In the News: State Water Board, DWR and Reclamation Forge Salmon Protection Plan
Seeking to preserve a salmon fishery wracked by drought, the State Water Resources Control Board (State Water Board) has given the Bureau of Reclamation (Reclamation) and the Department of Water Resources (DWR) until March 15 to come up with a plan to ensure the fish have appropriate water temperatures to survive.
The request is to develop an alternative to a plan shelved in December by the State Water Board that would have required more than 1 million acre-feet of extra storage in Lake Shasta by the end of October 2016.
Salmon eggs need cold river temperatures of 56 degrees Fahrenheit or less to survive. At 62 degrees Fahrenheit there is a 100 percent mortality rate. Early fall-run Chinook salmon spawn between Red Bluff and Redding on the Sacramento River. Fall-run Chinook are the most widely distributed run of salmon in the Central Valley. Warm water releases in 2014 decimated the majority of the Sacramento River’s endangered winter-run Chinook salmon. The winter-run are “unique,” according to NOAA Fisheries, because they spawn in summer, something that high- lights the extreme difficulty of managing dam releases for all beneficial uses.
The damage caused to the salmon population has spurred calls for improved fisheries management. To help prevent a similar fish die-off in 2015, officials released the Sacramento River Temperature Management Plan in June that would have required holding more water in Shasta for later release to help keep river temperatures cooler.
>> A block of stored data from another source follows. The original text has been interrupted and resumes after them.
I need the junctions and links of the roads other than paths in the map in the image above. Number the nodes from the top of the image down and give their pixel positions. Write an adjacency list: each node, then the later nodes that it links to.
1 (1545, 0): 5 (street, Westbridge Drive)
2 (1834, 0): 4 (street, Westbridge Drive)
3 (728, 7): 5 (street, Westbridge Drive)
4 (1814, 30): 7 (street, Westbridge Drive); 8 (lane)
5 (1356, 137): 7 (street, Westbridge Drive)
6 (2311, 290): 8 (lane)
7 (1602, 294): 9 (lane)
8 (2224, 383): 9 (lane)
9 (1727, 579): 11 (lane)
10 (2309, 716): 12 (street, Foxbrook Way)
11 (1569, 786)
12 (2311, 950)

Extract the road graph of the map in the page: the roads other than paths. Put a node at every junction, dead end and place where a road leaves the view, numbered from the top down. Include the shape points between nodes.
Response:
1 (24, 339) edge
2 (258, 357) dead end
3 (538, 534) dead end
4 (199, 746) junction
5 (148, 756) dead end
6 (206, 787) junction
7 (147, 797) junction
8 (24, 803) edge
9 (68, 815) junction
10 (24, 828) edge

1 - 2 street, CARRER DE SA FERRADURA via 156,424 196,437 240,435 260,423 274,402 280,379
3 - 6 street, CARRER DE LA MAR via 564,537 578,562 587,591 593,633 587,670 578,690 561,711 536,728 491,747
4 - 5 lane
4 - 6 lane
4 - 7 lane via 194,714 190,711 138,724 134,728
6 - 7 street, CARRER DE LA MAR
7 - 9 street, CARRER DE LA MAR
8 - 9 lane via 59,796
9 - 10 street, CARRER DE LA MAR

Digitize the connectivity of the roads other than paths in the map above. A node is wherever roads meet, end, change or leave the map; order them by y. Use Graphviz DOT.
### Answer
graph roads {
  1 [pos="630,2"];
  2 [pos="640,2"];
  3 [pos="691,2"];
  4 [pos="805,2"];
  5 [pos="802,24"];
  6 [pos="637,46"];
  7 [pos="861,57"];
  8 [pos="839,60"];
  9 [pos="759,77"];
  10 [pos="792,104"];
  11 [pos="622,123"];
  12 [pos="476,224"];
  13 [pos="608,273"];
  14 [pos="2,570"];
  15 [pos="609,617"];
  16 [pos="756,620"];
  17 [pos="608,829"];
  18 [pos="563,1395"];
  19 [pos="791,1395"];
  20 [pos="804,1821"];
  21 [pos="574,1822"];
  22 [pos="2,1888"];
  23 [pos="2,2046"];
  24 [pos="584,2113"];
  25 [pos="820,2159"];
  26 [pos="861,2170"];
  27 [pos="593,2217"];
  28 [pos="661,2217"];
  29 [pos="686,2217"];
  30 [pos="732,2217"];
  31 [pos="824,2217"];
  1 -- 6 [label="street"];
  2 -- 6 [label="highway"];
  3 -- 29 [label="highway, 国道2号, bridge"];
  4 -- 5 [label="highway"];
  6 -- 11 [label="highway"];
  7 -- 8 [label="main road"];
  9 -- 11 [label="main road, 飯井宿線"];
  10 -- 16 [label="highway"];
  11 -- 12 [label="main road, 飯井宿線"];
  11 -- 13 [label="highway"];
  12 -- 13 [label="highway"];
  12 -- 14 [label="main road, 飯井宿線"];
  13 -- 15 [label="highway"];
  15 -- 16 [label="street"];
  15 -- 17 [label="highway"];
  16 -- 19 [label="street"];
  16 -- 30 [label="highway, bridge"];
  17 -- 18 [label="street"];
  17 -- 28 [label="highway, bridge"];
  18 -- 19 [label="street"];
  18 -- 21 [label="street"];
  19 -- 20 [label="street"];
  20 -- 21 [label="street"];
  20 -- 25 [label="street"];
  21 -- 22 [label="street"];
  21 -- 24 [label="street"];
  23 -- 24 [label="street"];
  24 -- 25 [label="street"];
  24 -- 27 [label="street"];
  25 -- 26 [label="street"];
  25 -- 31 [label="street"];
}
The struggle to balance all beneficial uses of water has prompted calls for revision. “To incorporate uncertainty into drought planning, priorities need to be clearly defined and a margin of safety established for top priorities, such as preventing extinction of endangered species,” wrote Jeff Mount, senior fellow with the Public Policy Institute of California, in a June 2015 blog post. He acknowledged that the margin of safety “would have meant increased water scarcity for some down- stream irrigators,” but that the scarcity “would not be permanent.” For the salmon, “extinction is permanent, regardless of whether it rains again.”
Reclamation officials told the State Water Board to wait before committing to a mandatory storage edict.
“I love magic, but I think we’re not going to be able to come up with that amount of water,” Reclamation spokesman Louis Moore told the Redding Record-Searchlight Dec. 11.
Water agencies that rely on Folsom Lake for their supply supported that State Water Board’s plan, saying that reservoir has been excessively drawn down to support downstream needs at their expense. Folsom Lake fell to a record-low 134,000 acre-feet in December.
The drought has put an extraordinary strain on the state’s water management apparatus, as officials balance reservoir storage with necessary releases. Criticism has come from water contractors, who say their water is unduly withheld from them and environmentalists, who believe fish protection is too far down on the priority list.
“I believe the Board’s recent proposal was little more than an effort to make it look like they were protecting the public trust, Jon Rosenfield, conservation biologist with The Bay Institute wrote in an email. “Then they backed away from even their own inadequate and incomplete proposal.”